Малые пирамиды сидят, скрестив под собой ноги. Похоже, их цель — как можно точнее скопировать позу сидящего великана. Я самая маленькая в этой комнате и не знаю, сумею ли вырасти. Мне никто не рассказывал, как это делается, и я боюсь, что не справлюсь. Издали все пирамиды похожи, но, если подойти ближе, некоторые пугают: у них прыщи, у них волосы на щеках и огромные поры на лоснящихся носах.
Тут есть еще одна девочка примерно моего роста. Она стоит в уголке, держит в руках грязную тряпку, наблюдает за нами. Время от времени она выходит вперед, чтобы поднести воду людям, которые просят пить. Перед тем как войти в пирамиду, я видела, как девочка ползала по земле, собирала какашки ашрамских собак.
Великан открывает глаза, разлепляет тяжелые веки. У него все лицо заросло волосами, но я все-таки понимаю, что он человек, а не зверь. Мама его не боится, и я тоже стараюсь его не бояться. У него на шее три нитки бус — коричневых, розовых и зеленых, — запутанных так, что вовек не распутать. Мне хочется их утащить и носить самой, ведь у меня нет своих бус, но я не решаюсь к нему подойти. Его рот открывается, язык вываливается наружу, я вижу густую, пугающую темноту в глубине его глотки, вижу зубы, тонущие в темноте. Вижу бездонную пустоту.

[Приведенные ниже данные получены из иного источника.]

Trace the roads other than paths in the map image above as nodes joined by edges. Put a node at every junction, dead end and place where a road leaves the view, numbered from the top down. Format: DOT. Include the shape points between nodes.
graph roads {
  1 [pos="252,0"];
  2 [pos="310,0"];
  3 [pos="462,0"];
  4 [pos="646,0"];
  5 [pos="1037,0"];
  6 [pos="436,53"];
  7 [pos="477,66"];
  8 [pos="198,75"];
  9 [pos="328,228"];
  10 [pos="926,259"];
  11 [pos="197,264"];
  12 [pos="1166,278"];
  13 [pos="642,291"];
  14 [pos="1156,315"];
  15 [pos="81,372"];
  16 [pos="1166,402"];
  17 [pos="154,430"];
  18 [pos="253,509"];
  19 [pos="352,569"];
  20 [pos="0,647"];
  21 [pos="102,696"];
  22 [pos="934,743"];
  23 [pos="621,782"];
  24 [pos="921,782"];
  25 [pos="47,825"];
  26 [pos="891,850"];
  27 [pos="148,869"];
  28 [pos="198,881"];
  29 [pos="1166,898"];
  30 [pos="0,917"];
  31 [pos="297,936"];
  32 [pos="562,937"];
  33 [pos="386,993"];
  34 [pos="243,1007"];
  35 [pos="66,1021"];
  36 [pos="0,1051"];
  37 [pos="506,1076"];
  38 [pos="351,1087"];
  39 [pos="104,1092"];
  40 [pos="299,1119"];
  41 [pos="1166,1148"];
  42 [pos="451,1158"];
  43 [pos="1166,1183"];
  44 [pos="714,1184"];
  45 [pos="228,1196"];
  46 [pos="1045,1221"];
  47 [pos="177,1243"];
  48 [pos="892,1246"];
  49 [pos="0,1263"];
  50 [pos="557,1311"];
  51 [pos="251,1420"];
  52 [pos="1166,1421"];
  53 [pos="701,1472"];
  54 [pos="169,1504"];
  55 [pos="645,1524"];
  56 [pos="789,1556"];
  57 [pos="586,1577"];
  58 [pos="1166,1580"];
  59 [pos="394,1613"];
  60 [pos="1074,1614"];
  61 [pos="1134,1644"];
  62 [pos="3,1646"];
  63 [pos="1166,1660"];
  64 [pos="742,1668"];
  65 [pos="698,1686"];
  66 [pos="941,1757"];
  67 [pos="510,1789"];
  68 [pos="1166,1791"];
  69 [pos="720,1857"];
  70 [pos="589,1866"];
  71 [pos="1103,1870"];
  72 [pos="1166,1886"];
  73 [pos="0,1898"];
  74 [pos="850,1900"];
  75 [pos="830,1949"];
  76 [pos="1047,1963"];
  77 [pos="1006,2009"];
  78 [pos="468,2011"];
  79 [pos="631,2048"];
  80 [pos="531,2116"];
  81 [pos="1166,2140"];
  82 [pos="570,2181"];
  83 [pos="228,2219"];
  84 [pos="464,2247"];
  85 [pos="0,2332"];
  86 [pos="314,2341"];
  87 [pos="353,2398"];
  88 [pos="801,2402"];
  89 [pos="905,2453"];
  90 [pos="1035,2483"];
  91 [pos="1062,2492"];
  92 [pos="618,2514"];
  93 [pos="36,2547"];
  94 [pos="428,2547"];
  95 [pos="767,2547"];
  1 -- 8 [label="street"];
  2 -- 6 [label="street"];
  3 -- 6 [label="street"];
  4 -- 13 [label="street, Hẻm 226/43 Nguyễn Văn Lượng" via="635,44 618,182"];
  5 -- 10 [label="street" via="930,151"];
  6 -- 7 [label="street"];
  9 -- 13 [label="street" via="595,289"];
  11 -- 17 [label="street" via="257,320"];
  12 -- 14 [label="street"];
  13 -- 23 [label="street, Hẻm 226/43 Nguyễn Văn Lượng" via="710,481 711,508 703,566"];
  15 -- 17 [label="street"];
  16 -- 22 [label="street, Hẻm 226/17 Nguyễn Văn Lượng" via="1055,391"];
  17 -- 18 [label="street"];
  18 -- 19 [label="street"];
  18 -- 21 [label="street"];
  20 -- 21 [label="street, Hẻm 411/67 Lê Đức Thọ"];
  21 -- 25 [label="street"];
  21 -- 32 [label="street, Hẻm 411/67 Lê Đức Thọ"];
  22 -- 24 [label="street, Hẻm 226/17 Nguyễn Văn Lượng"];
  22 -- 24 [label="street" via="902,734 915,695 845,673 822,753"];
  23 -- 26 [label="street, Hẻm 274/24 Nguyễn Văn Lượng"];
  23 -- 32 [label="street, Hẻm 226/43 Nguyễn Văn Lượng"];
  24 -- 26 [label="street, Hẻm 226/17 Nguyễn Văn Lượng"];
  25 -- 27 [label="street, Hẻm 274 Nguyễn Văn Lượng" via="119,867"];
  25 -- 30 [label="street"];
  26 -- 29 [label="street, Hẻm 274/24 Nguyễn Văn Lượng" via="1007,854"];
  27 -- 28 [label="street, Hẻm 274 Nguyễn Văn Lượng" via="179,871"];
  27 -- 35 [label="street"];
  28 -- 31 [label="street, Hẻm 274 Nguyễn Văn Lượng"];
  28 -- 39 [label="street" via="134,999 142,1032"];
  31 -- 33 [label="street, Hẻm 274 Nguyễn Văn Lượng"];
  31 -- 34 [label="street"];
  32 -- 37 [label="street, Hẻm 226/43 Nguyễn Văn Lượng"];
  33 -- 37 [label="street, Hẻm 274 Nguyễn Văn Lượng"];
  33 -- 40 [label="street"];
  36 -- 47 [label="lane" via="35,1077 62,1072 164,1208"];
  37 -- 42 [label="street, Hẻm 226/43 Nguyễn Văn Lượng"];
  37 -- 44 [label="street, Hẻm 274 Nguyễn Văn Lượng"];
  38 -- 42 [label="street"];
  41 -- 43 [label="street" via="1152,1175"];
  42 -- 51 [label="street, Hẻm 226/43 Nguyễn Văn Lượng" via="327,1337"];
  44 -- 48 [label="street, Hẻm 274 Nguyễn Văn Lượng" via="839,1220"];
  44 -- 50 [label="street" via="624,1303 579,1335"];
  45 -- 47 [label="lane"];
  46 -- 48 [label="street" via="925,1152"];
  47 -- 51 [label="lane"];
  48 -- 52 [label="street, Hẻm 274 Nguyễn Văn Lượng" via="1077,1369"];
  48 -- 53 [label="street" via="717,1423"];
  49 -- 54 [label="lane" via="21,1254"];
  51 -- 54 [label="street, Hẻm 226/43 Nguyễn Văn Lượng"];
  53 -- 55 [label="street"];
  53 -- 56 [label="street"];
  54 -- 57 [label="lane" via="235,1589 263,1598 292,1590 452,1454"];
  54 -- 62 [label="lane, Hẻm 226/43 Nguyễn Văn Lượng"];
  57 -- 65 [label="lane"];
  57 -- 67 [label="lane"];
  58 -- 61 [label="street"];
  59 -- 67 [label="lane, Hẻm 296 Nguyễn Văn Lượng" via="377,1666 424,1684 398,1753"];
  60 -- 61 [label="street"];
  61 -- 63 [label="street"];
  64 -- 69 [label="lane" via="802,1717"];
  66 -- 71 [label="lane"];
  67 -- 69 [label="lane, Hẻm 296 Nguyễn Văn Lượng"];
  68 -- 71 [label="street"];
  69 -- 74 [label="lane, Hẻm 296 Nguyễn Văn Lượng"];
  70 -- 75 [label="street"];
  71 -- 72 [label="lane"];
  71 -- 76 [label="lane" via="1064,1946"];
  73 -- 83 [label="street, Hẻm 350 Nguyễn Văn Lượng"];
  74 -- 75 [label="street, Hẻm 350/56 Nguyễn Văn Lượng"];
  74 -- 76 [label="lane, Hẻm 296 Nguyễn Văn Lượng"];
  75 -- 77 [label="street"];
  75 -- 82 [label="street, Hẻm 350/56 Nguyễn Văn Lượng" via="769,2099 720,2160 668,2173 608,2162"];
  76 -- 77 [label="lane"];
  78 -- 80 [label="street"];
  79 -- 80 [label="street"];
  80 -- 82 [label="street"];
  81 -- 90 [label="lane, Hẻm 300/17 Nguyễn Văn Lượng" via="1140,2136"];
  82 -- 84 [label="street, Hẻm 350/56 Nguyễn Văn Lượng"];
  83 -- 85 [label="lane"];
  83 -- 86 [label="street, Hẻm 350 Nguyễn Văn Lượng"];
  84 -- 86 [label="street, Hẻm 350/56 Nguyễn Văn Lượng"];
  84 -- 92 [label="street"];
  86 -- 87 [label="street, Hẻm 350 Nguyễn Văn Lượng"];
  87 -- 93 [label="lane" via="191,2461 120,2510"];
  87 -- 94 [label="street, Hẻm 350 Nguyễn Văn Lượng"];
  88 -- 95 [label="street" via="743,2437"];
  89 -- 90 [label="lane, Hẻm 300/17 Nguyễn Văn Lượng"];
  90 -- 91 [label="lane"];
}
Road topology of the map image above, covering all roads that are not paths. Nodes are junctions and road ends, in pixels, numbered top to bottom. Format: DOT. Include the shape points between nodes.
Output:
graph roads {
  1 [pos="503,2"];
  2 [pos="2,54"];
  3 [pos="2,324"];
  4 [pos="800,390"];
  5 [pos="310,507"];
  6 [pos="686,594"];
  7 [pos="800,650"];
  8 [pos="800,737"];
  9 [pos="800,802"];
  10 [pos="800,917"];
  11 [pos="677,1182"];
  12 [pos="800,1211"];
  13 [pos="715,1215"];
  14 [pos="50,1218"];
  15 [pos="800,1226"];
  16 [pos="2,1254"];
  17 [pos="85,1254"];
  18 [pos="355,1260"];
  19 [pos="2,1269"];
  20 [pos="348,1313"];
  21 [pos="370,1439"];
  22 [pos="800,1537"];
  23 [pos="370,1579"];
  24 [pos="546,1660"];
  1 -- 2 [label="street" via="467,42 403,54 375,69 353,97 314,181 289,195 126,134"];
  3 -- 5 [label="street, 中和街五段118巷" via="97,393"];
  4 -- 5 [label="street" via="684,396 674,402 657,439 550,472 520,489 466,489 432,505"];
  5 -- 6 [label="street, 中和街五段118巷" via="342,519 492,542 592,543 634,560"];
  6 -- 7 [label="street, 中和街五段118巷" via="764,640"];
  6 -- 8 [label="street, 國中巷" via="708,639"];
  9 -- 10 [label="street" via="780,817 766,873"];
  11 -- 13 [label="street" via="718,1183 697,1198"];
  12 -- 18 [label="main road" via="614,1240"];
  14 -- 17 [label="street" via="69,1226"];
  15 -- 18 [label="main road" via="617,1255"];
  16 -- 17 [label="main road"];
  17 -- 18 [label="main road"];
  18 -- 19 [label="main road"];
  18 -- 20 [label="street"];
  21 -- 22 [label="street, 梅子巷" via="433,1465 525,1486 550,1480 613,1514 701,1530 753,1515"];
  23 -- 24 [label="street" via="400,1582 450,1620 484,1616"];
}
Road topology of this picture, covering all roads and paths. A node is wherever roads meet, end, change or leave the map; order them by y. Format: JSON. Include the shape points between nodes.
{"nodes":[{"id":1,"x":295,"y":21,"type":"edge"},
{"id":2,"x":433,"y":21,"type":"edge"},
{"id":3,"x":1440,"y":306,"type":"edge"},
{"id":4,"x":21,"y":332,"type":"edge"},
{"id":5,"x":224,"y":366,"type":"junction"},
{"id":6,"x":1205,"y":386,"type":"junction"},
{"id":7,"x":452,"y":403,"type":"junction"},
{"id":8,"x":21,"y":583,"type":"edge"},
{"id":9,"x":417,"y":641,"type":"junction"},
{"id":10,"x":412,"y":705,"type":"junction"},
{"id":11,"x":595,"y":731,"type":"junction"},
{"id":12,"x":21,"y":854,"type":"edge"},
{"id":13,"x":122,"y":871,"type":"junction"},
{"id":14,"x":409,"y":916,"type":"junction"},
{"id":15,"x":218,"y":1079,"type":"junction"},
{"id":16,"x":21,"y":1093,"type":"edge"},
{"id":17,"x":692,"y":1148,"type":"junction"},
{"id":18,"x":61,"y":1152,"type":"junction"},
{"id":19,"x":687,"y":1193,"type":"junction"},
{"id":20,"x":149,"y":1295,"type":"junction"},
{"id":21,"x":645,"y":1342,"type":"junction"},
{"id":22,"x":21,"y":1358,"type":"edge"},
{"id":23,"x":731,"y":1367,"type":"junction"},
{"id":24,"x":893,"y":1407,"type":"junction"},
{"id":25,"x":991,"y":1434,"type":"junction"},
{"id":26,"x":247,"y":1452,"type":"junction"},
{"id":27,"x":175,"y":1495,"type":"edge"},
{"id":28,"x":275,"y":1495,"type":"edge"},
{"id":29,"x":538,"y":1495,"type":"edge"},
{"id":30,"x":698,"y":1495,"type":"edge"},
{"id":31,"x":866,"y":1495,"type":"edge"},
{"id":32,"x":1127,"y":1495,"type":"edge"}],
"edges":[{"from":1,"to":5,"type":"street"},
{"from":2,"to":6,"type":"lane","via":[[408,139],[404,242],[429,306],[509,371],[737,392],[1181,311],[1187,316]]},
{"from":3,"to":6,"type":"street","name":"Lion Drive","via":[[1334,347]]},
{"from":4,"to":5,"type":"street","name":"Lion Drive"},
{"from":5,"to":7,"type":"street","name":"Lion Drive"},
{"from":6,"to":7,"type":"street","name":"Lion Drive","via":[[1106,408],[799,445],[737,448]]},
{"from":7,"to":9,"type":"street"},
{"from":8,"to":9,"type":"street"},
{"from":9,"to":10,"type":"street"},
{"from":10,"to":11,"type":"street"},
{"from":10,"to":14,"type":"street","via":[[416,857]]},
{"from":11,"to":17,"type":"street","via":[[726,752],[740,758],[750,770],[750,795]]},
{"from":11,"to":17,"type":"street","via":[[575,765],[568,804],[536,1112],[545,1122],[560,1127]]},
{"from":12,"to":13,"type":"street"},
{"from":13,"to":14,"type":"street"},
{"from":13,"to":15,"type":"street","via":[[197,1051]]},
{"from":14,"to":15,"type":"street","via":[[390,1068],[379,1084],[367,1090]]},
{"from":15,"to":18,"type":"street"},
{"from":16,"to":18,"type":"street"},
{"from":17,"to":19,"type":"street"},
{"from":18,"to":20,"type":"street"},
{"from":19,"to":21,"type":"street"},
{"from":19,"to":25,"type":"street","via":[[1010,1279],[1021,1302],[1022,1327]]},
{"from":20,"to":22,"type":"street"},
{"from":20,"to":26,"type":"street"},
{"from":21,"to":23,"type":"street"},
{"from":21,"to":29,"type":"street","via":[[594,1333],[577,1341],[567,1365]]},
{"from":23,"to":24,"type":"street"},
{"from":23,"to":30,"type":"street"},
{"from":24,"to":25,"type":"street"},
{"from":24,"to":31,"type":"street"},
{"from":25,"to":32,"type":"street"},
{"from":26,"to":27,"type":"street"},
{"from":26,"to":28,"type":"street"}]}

Я подхожу ближе к маме. Она смотрит на великана и обильно потеет, как все в этой комнате, но ее запах я вмиг отличаю от всех остальных и люблю ее, потому что она мне знакома в каком-то особом глубинном смысле, который я не могу объяснить.
Она привлекает меня к себе и целует прямо в губы. Прижимает меня еще крепче к своему мягкому боку и щекочет мне шею. Ее нежность смущает меня и пугает, потому что за лаской нередко следует что-нибудь неприятное.
Великан прячет язык в рот, набирает слюну и плюет прямо перед собой. Плевок падает в метре от возвышения, на сидящего в позе лотоса мужчину с соломенными волосами, но тот даже не вздрагивает: он завороженно смотрит на великана и повторяет за ним. Его вялый плевок едва долетает до границы его собственной тени. Я растерянно озираюсь по сторонам. Моя мама и все остальные малые пирамиды тоже плюются. Великан то ли кашляет, то ли смеется — я никак не пойму, что он делает, — все сильнее и сильнее, его огромный колышущийся живот сотрясается от конвульсий, его длинные волосы похожи на щупальца сказочного чудовища. Все собравшиеся повторяют за ним, кашляют и смеются. Я даже слышу, как кто-то рыгает. Женщина рядом со мной громко плачет, но, когда я смотрю на нее, слез почему-то не видно.
В комнате пахнет теплом. Так пахнет мой палец, если поковыряться в пупке.